The “until conviction” mug-shot notion is pure folly. For example, one might never know what the murder suspect just released on bail looks like even though he lives down the block. A possible witness might remain in the dark and never come forward.

And, for those who remember the journalism old days when “mug shots” were rather rare to get hold of, the media even then had other ways to keep the public informed, though less well: High school yearbook pictures for example. Actually, today it would be easy to find out what “you” look like ... nearly everybody is on Facebook or similar.

SOME MAY recall that in 2012 the legislature revised and somewhat strengthened Georgia’s Sunshine laws, piling on fines for governments that violate open-records or open-meeting laws, encouraging more meetings in open sessions and lowering the prices governments may charge for information. Some legislators did not like such then; is this payback time?

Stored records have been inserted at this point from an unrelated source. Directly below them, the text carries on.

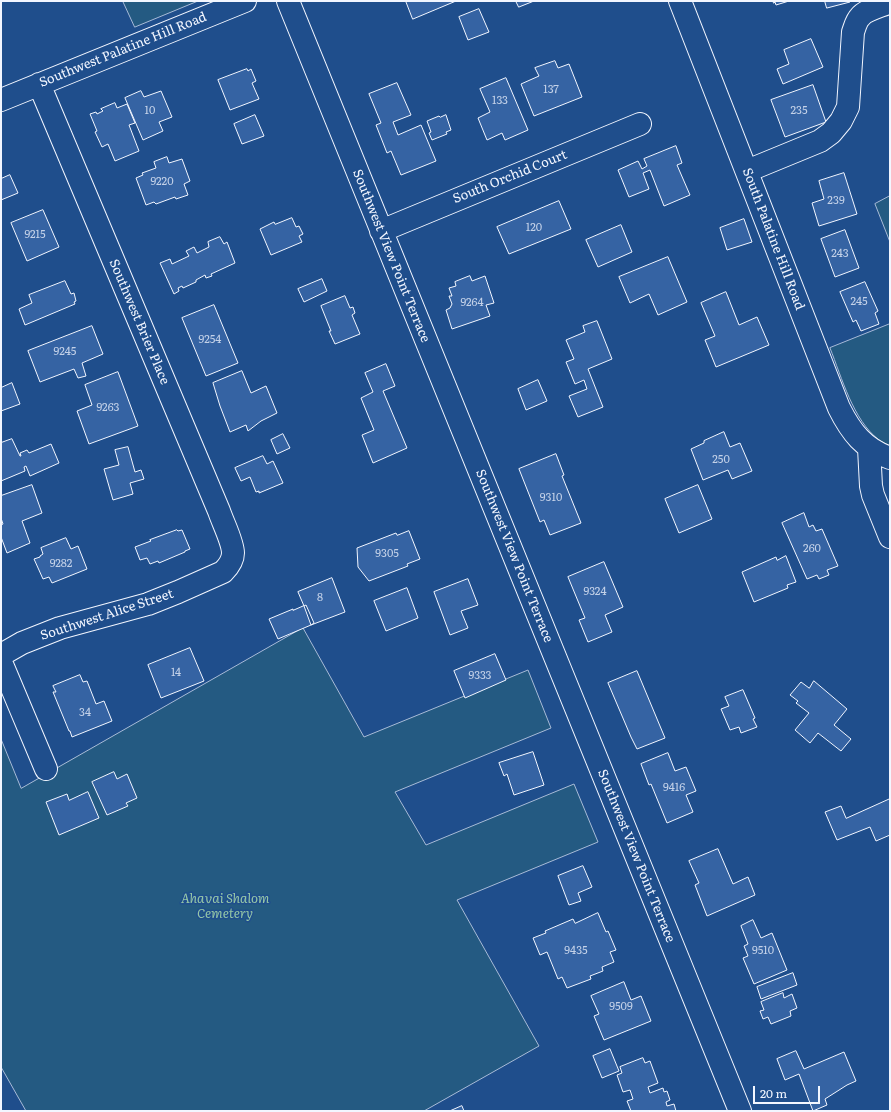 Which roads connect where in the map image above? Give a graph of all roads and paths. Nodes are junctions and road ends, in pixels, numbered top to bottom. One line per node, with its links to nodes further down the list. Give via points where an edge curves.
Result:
1 (245, 1): 5 (street, Southwest Palatine Hill Road)
2 (288, 1): 9 (street, Southwest View Point Terrace)
3 (680, 1): 8 (street, South Palatine Hill Road)
4 (890, 2): 8 (street, via 861,15 856,23 853,32 848,107 831,133 820,141)
5 (39, 84): 6 (street, Southwest Palatine Hill Road); 13 (street, Southwest Brier Place, via 219,511 230,540 233,553)
6 (1, 100)
7 (640, 124): 9 (street, South Orchid Court)
8 (747, 171): 10 (street, South Palatine Hill Road, via 839,408 846,422)
9 (381, 231): 17 (street, Southwest View Point Terrace)
10 (869, 448): 11 (street, South Palatine Hill Road); 12 (street, via 873,495)
11 (890, 458)
12 (890, 537)
13 (231, 562): 14 (street, Southwest Alice Street, via 223,572 178,592 148,604 60,628 22,643)
14 (1, 655)
15 (1, 662): 16 (street)
16 (46, 769)
17 (740, 1111) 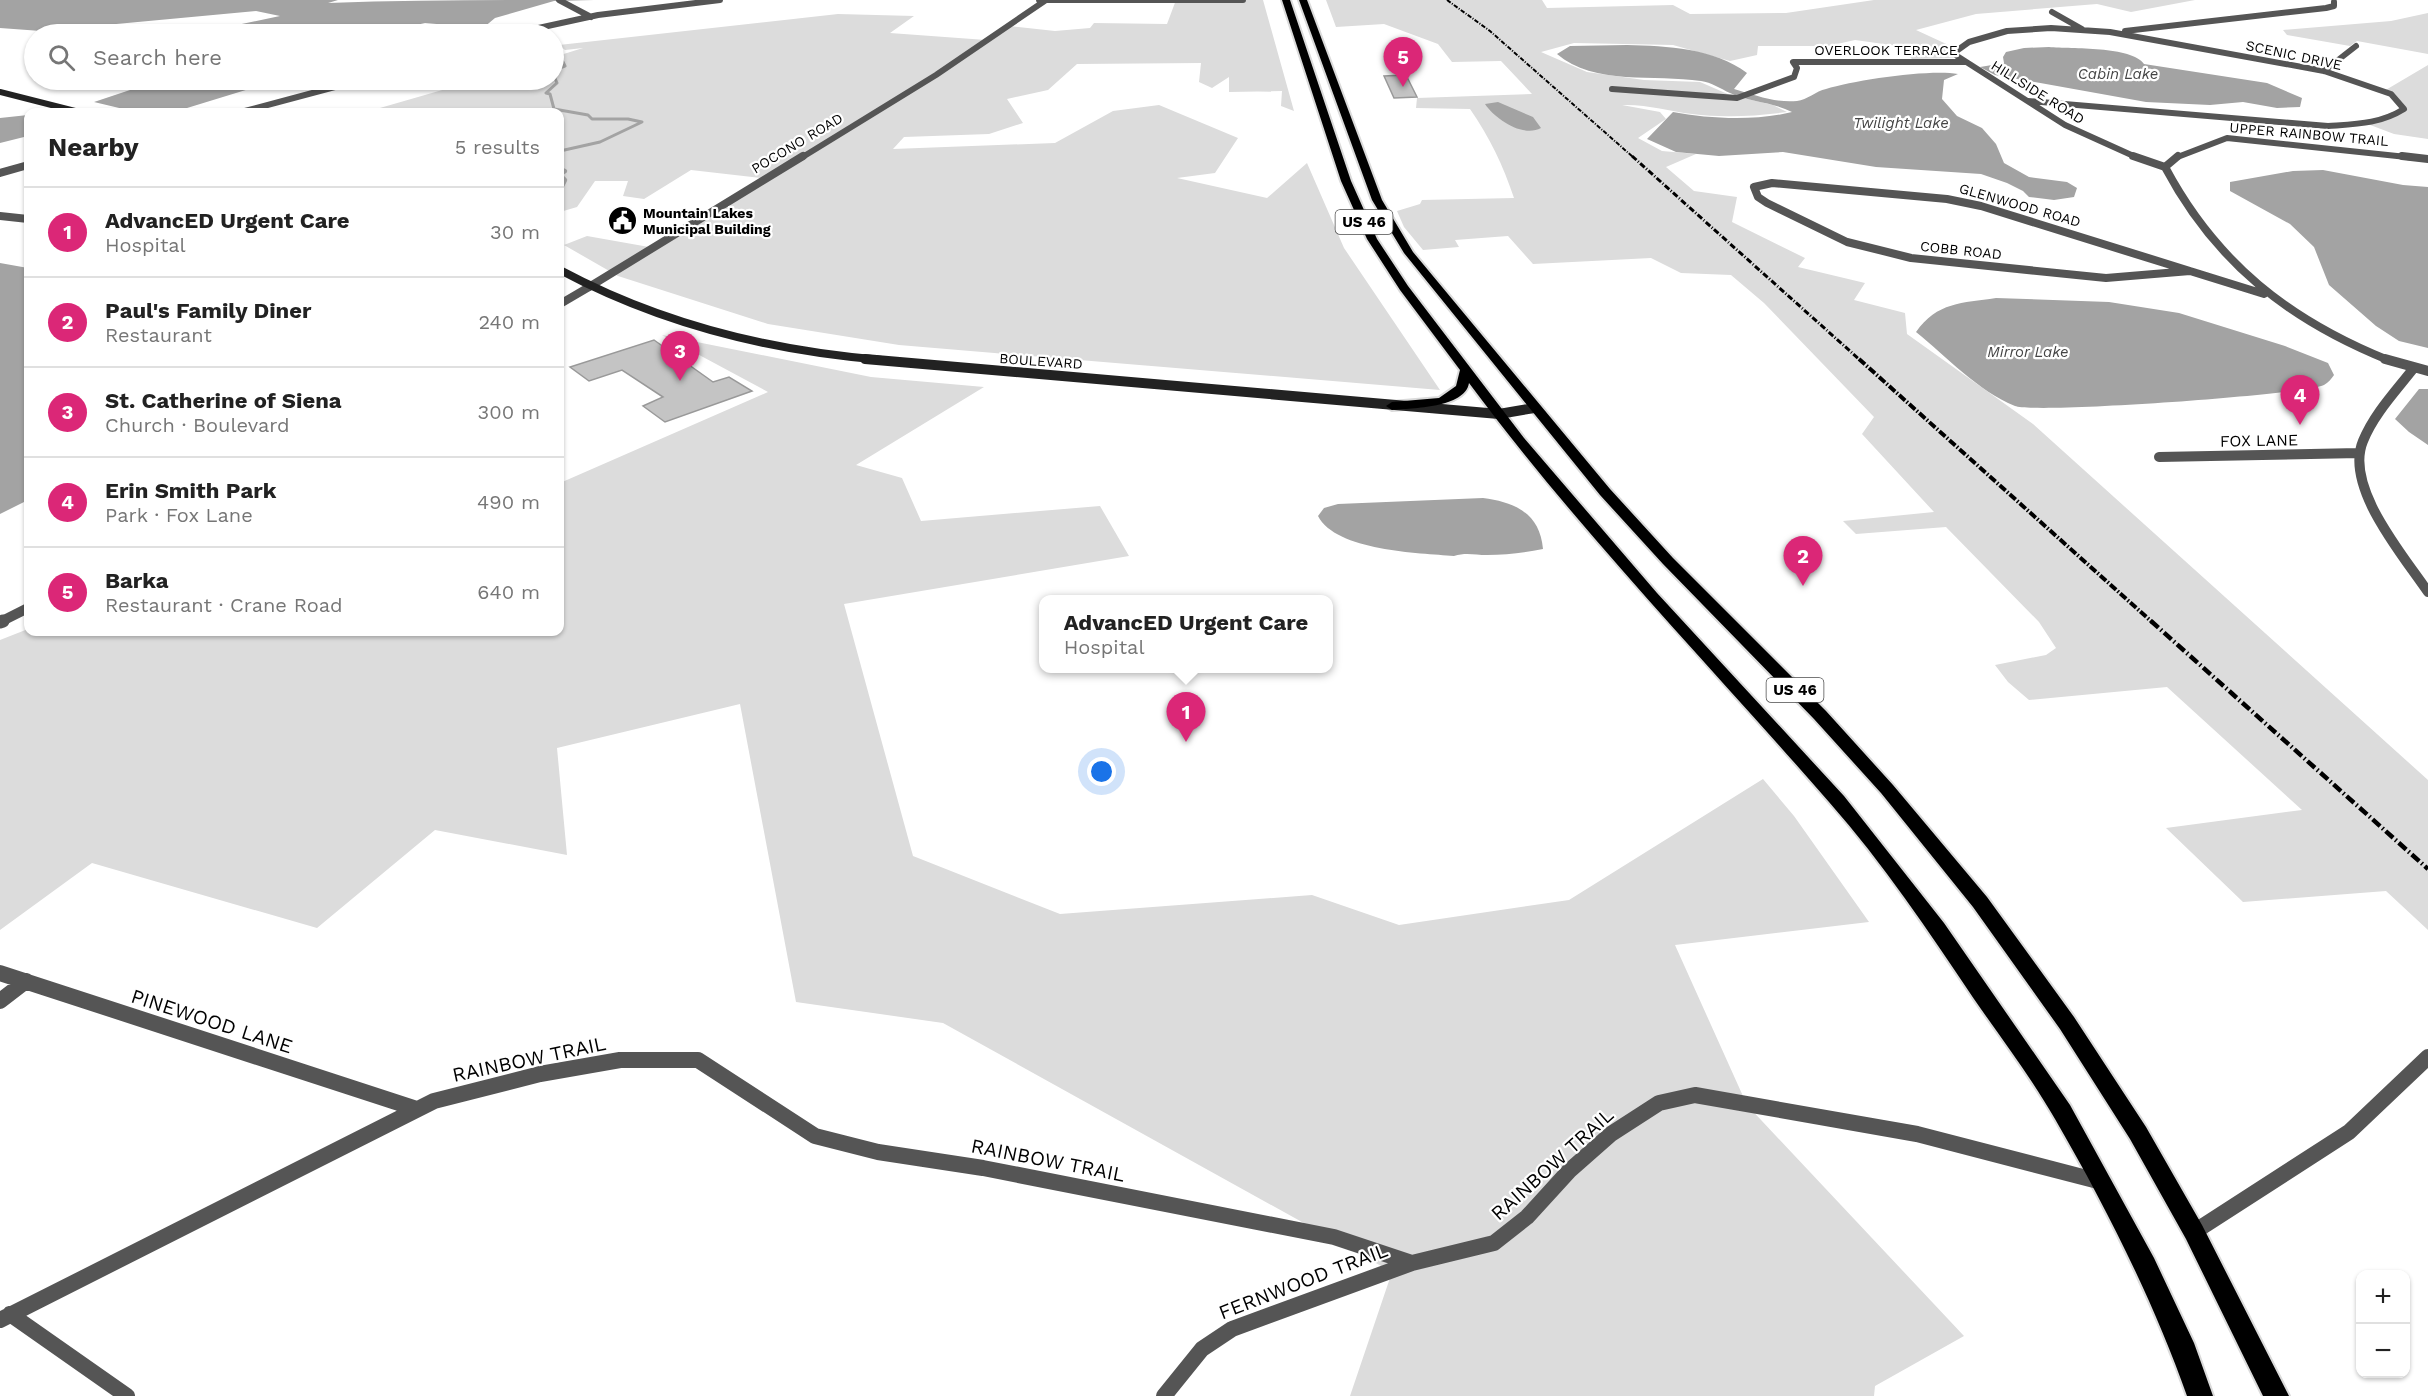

Yet openness remains the correct direction and each and every proposal seeking to restrict or block access to public records now available (and some are not, including a number that ought to be, and are in other states) should be voted down — nay, slapped down.

When President Lyndon Johnson, back on July 4, 1966, a date picked on purpose, signed the Freedom of Information Act he said: “This legislation springs from one of our most essential principles. A democracy works best when the people have all the information that the security of the nation permits. No one should be able to pull curtains of secrecy around decisions which can be revealed without injury to the public interest.”

It is worth pointing out that all the state-level “exceptions” now being proposed seek to avoid injury or simply discomfort to specific personal or private interests. Hard as some may find it to understand, this is simply the risk that must be run in order to protect the whole from greater potential injury.

There is a rather easy rule of thumb regarding what is public in nature. The few existing exceptions tend to involve matters that might cost the taxpayers even more money (like interest in real estate or a pending lawsuit) if too much knowledge preceded an action being taken.

THAT RULE is this: If you and I paid for it with taxes, fees and so forth then it belongs to us. Not just the paperwork or photos but also anything coming from our employees in public service or those our elected officials have contracted with.

Our money. Our business. Our records.